Но это было слишком внезапно для усталости. Словно в машине бензин кончился – удивительное, кстати, дело, что бензин кончается разом, и может кончиться в левом ряду быстрой дороги или пуще того – в туннеле. Потому что все равно, несмотря на все знания об устройстве мотора, все равно кажется или даже чувствуется, что после заправки машина веселее поехала – наследственная память о сытой и свежей лошади. А значит, и кончаться бензин должен тоже постепенно – как лошадь устает. Впрочем, у самого писателя машины не было, и все эти переживания он знал со слов своей недавней знакомой – от нее весело пахло бензином, и когда этот запах опасно угнездился в его одежде – тем более что он помогал ей на бензоколонке, бегал к заправщице с деньгами, стукал кулаком по счетчику и, завернув пробку бензобака, хозяйственно обтирал тряпицей бензиновые капли с крыла ее машины, и все это среди бела дня, на виду у всех, с ума сойти! – так вот, когда он совсем пропах бензином, тут-то и появился старый приятель, друг детства Паша Верещагин, человек бессемейный и потому свободный, всегда готовый повозить товарища на машине по городу. Хороший человек Паша Верещагин, со скромной биографией старшего инженера на секретном оборонном заводе, живущий в дальнем Бибиреве, в однокомнатной квартире без телефона. Неслучайные детали – получалось, что Паше Верещагину никак нельзя было позвонить, даже в самом крайнем случае никак нельзя было разыскать бедового Пашу Верещагина, и поэтому писатель, утвердившись в одиночестве буднего дня и даже настучав на машинке странички три-четыре, дожидался условленного звонка, и в условленное время в условленном месте, слегка задохнувшись от безнаказанной смелости, усаживался в ее машину – желтую, низкую, ненашенских очертаний.

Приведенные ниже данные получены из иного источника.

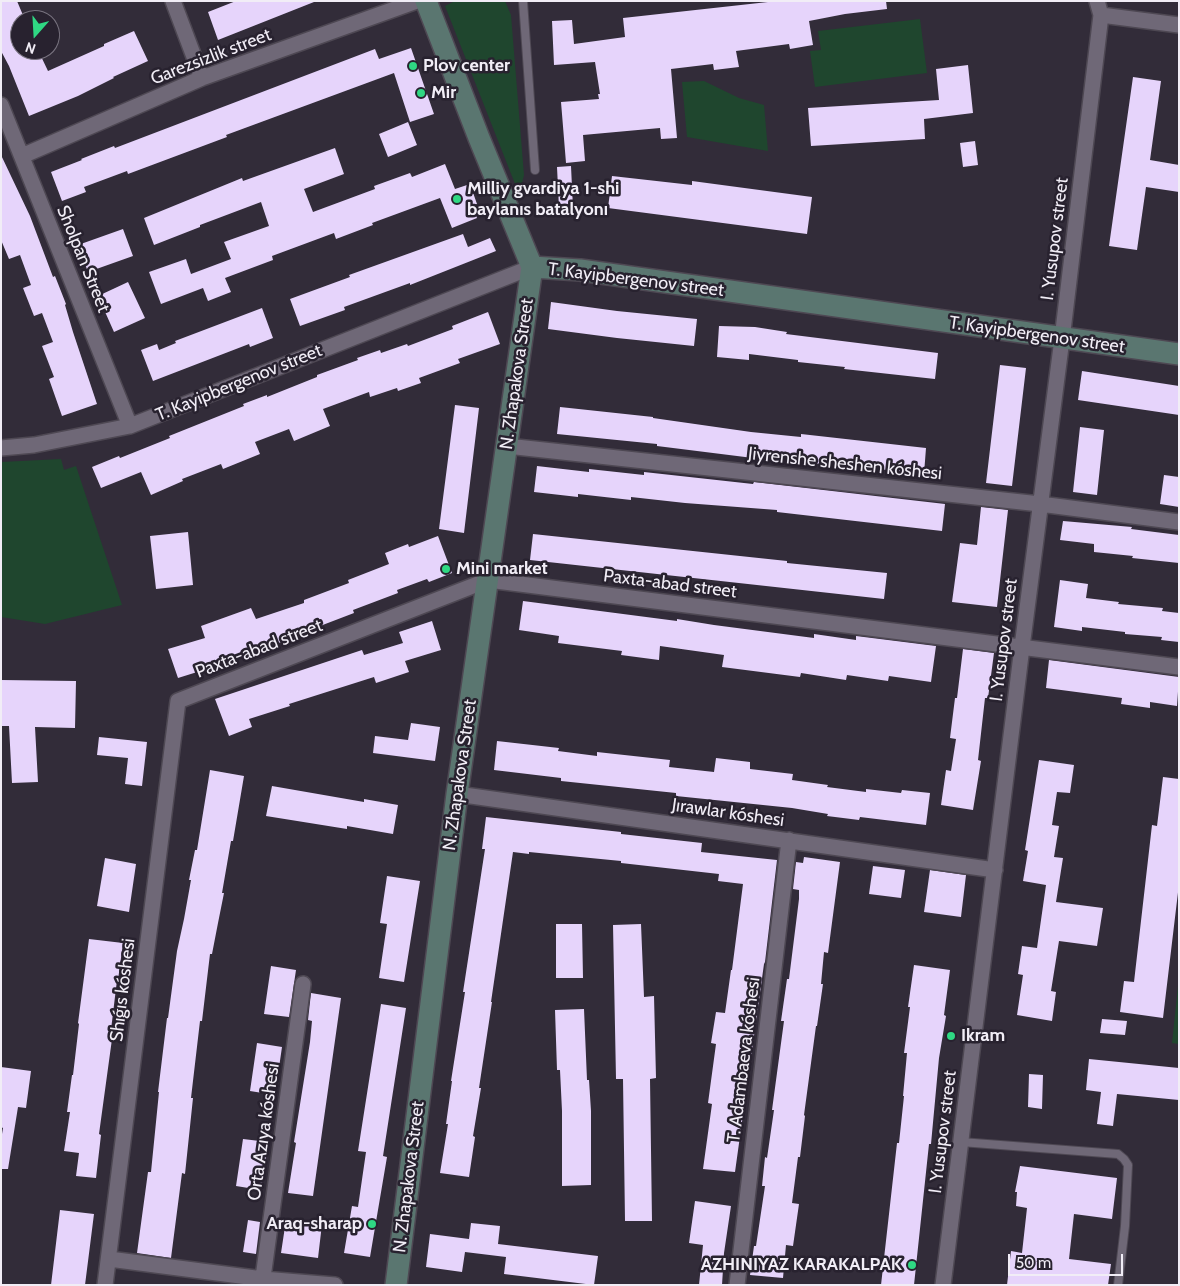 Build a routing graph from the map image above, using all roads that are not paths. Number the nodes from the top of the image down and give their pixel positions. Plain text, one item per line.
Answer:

Да, у нее была американская машина, маленькая, двухдверная, спортивный вариант, довольно старая. С прохудившимся глушителем, но здорово мощная. Или это дырявый глушитель давал такой рев, казавшийся силой мотора? Старая, латаная тачка, склепанная буквально из ничего, из кучи смятого железа, – раньше это была машина ее старшего брата, и у него на ста сорока рвануло передний баллон, и он угодил водительской дверью в дерево, в единственное дерево на двухкилометровом, наверное, протяжении этого несчастного куска дороги. Они ездили смотреть на это дерево – такой не очень толстый тополь. Желто-зеленая кора была содрана, и, хотя прошло уже два года, в траве, если поскрести пальцем, можно было найти горошинки стекла. Она приделала на это дерево медную табличку – на этом месте такого-то числа в автокатастрофе погиб такой-то. И посадила цветы. Но потом табличка пропала, и главное, кто снял, кому надо, кому мешало – непонятно. Цветы остались, хотя немного одичали, обмельчали, заглушенные травой.
Значит, она держала в руках руль, который раздавил грудь ее брату, и его кровь стекала по приборной доске на это сиденье, – писателю становилось страшно.
Ничего, смеялась она, в один гроб два раза не ложатся! И на пустом загородном шоссе показывала ему разворот юзом четырех колес. Не боялась боли, смерти, беды, не знала, что это такое, была человек зверь машина дерево бабочка земля воздух ветер, а больше всего – дерево. Дерево бывает дитя юное взрослое зрелое старое древнее сухое, но и за год кратко повторяет этот путь, бывает весеннее юное летнее взрослое осеннее зрелое зимнее тихое будто бы мертвое – так и она. Весной познакомились, целовались в машине под светофором, летом ездили просто в лес, в поле, в стога, а осенью нашли брошенный дачный поселок, летние дачи какого-то Минспецстроя, служебные, в сентябре все оттуда съезжали, сторожей не было – они залезали в низкое окно и оказывались среди железных кроватей, сыроватых матрасов и мал мала меньше алюминиевых кастрюль, башенкой стоящих на плите в темноватой кухне. Электричества не было, и слава богу. К зиме нужен был дом. Весна-лето-осень – зима; улица-лес-бивуак – дом. Откуда взять дом? Где, как? Если бы Паша Верещагин был на самом деле, можно было бы встречаться у него – в холостой однокомнатной квартире старого друга. Пишущая машинка на табурете, газетные кипы на полу, пустые бутылки в кухне. Конечно, это никакой не дом, но хоть какая-то крыша, уже спасибо, и пускай это будет похоже на иероглиф, на литературный штамп… – горестно усмехался писатель, потому что не было даже такой крыши, равно как и самого Паши Верещагина. И писатель гнал прочь мысли о зиме, старался ни о чем не думать и верил, что осень с зелеными сырыми домиками будет всегда, всегда будет запах бензина от ее рук, от ее ног, от нее ото всей.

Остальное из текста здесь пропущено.